→ Your goal:
A single number is the answer here: the count of lines in the records below in which the word "Moor" appears.

Saved entries:
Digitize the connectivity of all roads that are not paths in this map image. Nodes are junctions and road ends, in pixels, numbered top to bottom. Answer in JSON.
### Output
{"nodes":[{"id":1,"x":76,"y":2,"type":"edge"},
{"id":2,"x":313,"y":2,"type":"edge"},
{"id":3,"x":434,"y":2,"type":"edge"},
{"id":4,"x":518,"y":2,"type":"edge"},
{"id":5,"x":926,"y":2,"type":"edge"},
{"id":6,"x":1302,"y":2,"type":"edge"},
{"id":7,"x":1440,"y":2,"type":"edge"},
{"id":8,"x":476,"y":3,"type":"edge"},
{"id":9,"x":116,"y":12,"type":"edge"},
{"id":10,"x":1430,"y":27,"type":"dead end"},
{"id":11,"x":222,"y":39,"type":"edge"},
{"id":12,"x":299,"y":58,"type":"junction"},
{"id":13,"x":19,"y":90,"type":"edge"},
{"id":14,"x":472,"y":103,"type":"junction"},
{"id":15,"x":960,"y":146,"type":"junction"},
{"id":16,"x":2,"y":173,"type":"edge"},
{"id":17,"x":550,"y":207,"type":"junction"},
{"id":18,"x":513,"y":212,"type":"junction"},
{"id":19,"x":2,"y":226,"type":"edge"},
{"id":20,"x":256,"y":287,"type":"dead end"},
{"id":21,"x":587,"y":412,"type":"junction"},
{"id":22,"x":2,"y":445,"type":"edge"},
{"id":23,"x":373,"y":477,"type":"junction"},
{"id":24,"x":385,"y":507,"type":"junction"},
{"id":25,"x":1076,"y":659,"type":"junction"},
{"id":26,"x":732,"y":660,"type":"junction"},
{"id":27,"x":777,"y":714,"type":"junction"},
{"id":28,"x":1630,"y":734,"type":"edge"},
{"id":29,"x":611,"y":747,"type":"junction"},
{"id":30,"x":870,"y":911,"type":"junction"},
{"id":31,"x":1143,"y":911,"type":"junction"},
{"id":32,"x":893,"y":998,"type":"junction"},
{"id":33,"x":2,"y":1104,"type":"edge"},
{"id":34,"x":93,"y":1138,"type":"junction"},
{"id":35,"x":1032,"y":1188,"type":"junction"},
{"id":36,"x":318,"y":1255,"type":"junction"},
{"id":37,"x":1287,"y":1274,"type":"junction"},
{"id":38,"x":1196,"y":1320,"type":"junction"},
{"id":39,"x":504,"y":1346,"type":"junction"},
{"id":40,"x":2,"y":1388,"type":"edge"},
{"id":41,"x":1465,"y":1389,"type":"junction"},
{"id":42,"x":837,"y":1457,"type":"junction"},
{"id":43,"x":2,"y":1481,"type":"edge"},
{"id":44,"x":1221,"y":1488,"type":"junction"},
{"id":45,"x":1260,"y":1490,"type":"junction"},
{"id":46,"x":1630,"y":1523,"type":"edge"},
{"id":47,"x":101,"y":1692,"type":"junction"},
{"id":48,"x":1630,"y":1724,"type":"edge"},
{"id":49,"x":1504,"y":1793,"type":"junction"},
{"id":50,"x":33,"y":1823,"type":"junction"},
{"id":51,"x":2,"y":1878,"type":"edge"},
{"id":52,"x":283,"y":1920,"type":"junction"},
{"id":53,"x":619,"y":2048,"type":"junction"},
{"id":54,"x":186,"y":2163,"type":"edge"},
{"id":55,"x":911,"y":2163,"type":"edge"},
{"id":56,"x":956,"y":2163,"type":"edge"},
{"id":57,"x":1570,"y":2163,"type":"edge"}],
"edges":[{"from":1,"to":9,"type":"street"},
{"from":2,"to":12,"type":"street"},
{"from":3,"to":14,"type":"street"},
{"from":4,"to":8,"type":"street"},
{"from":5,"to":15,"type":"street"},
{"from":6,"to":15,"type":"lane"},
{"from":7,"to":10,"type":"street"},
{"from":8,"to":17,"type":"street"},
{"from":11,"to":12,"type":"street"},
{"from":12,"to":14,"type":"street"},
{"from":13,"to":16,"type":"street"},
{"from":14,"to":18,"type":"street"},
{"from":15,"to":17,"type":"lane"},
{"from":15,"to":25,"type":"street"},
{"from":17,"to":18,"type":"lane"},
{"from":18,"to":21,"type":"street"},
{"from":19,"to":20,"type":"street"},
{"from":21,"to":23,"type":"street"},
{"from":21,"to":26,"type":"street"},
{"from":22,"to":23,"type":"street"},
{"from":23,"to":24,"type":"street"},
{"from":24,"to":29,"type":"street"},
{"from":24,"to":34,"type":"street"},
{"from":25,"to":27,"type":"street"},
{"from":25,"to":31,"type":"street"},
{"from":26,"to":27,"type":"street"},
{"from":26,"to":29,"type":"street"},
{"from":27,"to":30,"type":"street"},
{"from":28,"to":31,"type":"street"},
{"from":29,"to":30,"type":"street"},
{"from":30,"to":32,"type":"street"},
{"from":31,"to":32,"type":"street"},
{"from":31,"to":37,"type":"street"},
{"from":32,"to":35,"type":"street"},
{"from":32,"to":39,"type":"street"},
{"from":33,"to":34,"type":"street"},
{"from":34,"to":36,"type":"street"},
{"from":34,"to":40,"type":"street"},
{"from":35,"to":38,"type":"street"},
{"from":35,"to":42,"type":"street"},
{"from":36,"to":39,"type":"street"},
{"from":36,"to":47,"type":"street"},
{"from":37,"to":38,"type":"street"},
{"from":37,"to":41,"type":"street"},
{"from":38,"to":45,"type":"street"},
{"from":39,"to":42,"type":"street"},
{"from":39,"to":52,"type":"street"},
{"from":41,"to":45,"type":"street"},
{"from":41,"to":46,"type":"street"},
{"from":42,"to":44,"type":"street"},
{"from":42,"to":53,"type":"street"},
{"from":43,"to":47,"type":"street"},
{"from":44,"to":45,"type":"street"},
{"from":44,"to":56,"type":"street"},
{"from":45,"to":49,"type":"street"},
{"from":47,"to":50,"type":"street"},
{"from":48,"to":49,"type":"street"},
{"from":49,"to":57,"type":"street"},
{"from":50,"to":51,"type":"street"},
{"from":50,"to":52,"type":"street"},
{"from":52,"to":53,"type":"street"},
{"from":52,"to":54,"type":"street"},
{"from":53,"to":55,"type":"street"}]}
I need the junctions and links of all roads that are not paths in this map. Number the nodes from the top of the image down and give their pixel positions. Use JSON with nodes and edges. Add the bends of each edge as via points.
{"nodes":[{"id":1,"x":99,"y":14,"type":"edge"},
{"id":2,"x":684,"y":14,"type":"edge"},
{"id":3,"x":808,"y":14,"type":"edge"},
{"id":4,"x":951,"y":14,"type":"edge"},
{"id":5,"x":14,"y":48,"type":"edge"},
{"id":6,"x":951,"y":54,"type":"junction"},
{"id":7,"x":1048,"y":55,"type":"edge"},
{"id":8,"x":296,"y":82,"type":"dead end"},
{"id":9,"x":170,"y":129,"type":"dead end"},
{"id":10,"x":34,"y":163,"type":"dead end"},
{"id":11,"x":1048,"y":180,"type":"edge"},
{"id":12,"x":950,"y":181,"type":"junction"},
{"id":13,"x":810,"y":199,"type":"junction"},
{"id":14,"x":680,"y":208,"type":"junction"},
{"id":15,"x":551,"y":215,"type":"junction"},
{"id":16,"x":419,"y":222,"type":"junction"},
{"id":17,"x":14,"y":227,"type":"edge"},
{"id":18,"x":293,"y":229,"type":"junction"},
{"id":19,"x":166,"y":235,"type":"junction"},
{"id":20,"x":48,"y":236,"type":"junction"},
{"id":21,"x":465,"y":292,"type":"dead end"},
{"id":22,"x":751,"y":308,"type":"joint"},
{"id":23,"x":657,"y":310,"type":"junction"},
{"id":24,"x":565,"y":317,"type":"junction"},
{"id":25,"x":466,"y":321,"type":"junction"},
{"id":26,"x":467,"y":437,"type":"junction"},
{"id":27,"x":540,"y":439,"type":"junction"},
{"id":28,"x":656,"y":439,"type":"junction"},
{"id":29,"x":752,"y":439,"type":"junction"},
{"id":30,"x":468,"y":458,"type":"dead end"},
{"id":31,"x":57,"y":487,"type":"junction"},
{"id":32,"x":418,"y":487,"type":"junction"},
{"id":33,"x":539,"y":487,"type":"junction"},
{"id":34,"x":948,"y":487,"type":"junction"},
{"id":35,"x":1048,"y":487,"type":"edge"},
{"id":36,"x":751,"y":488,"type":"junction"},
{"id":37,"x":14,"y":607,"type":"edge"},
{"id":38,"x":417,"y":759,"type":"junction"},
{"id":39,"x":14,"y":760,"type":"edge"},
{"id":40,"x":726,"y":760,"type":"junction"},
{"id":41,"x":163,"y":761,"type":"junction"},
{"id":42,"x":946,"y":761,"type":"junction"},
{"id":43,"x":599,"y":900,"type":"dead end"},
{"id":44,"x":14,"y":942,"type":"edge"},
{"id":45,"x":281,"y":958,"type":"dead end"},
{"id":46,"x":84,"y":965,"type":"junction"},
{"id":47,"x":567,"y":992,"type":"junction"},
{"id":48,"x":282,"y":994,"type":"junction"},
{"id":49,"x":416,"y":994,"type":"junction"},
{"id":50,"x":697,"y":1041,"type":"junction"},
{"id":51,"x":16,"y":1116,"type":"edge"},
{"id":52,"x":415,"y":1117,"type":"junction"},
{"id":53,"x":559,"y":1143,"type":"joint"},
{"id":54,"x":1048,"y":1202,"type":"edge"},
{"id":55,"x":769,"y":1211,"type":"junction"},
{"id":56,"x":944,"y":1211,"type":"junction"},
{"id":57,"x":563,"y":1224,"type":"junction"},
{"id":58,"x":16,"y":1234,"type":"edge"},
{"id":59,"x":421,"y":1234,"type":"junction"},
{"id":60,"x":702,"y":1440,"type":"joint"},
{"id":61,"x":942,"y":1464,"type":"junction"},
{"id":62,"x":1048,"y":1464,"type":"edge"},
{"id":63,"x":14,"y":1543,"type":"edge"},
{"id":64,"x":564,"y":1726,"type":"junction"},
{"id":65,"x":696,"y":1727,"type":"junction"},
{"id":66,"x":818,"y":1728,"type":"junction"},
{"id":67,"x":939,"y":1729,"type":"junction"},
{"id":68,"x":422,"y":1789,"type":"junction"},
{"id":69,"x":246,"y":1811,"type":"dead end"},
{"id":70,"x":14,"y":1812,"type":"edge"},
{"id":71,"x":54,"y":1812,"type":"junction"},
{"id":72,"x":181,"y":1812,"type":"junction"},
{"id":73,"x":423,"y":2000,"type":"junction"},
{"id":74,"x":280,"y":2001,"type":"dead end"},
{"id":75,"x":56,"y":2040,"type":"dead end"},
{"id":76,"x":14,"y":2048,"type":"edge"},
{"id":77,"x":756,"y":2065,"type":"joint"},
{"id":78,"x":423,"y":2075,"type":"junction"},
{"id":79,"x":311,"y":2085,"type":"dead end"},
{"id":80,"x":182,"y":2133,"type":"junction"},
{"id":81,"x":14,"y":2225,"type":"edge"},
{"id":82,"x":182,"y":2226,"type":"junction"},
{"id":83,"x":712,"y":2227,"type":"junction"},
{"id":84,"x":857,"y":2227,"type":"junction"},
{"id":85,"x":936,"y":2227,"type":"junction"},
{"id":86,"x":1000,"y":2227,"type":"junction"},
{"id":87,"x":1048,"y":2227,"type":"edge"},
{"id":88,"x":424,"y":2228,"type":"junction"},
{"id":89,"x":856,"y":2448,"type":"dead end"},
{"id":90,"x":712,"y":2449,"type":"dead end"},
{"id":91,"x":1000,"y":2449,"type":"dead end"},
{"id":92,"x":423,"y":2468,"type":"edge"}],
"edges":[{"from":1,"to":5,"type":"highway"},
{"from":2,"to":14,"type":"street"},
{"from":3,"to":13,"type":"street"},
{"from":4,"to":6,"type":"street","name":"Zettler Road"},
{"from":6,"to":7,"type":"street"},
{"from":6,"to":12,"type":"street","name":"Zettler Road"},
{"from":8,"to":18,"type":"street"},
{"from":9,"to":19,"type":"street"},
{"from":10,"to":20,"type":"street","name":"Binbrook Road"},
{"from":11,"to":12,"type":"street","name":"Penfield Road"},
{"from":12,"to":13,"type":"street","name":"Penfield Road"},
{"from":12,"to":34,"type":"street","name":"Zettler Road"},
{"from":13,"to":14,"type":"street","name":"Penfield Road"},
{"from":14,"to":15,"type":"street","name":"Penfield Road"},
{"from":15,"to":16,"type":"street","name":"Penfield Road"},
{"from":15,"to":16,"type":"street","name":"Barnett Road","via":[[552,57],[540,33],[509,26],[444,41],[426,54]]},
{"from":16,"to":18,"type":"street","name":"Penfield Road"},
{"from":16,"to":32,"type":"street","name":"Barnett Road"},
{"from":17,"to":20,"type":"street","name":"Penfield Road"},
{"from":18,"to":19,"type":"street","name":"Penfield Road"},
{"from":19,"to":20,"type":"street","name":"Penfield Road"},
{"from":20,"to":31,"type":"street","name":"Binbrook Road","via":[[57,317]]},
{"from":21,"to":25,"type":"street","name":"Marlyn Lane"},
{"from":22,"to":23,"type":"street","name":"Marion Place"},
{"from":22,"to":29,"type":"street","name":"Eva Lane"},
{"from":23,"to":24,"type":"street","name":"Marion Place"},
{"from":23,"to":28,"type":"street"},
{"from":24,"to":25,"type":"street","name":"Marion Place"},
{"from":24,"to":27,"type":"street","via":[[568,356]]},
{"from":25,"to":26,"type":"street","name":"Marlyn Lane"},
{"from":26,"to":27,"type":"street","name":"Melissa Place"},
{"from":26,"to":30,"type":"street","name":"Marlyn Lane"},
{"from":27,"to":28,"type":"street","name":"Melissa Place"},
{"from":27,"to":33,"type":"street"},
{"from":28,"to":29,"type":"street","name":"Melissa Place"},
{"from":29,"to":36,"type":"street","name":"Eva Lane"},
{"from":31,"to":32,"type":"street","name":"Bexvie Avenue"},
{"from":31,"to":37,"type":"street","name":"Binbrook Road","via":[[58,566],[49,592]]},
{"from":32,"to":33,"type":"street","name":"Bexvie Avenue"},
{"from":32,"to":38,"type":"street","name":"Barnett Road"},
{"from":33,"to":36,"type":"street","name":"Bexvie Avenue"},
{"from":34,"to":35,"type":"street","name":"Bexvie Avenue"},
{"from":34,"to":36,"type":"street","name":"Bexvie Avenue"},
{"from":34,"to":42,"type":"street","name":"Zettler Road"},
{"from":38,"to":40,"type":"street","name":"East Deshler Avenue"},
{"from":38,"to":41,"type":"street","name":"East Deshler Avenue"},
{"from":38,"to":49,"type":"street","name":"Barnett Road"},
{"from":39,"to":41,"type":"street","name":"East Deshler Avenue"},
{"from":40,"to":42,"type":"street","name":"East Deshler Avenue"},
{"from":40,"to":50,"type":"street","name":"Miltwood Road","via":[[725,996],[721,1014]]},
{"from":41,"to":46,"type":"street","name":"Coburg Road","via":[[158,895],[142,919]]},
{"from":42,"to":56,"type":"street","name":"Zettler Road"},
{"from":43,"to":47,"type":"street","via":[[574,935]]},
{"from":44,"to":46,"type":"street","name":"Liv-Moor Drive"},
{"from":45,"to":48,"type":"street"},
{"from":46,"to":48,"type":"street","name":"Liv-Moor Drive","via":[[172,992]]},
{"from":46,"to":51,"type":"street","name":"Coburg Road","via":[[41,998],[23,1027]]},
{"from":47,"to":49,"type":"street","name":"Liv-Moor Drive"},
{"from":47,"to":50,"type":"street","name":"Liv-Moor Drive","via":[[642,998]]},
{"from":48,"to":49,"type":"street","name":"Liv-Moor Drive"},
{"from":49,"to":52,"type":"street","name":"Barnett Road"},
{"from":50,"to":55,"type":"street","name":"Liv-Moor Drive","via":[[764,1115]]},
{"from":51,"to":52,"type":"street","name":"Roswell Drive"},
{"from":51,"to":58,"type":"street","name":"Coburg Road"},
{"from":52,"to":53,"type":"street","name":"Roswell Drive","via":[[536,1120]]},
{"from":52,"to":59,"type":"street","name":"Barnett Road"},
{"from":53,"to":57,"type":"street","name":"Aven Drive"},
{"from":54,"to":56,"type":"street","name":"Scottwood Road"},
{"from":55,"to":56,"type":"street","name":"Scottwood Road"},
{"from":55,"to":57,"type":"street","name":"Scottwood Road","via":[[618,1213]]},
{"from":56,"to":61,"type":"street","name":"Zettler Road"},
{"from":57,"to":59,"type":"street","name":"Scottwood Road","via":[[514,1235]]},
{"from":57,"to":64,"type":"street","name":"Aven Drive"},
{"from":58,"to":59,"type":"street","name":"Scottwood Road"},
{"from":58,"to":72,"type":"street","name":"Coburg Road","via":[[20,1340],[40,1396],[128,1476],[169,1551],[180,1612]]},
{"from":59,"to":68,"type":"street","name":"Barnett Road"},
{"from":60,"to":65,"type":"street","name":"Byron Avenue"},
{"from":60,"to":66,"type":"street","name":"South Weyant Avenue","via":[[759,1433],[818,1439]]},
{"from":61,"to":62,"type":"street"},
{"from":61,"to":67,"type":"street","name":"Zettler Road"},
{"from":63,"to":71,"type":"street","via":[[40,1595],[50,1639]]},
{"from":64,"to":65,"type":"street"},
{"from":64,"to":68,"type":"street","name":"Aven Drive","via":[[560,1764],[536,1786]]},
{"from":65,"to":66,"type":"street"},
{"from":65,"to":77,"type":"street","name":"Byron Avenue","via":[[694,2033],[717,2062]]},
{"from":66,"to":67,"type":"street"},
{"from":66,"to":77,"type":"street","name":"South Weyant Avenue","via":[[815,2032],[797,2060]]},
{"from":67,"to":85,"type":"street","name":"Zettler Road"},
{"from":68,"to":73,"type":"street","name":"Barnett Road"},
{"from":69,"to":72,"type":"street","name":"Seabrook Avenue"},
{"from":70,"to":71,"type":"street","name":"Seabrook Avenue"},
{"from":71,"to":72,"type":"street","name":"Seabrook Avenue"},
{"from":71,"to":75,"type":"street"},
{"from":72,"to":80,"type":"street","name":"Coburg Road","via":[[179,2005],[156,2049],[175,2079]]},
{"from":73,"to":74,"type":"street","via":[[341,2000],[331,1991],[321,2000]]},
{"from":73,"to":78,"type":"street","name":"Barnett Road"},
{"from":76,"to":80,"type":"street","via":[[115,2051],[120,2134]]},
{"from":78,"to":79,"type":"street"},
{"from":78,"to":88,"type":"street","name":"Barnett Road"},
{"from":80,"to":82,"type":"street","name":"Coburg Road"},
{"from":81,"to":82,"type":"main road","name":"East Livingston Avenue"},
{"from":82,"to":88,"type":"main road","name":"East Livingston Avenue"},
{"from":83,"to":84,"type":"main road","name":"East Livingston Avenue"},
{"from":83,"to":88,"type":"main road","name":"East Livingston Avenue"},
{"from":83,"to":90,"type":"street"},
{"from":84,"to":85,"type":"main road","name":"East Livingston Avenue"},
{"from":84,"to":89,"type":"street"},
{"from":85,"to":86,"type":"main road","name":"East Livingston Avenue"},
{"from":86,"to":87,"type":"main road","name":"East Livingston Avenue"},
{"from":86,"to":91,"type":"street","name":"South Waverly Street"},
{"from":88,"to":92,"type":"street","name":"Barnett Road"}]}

→ Expected answer:
6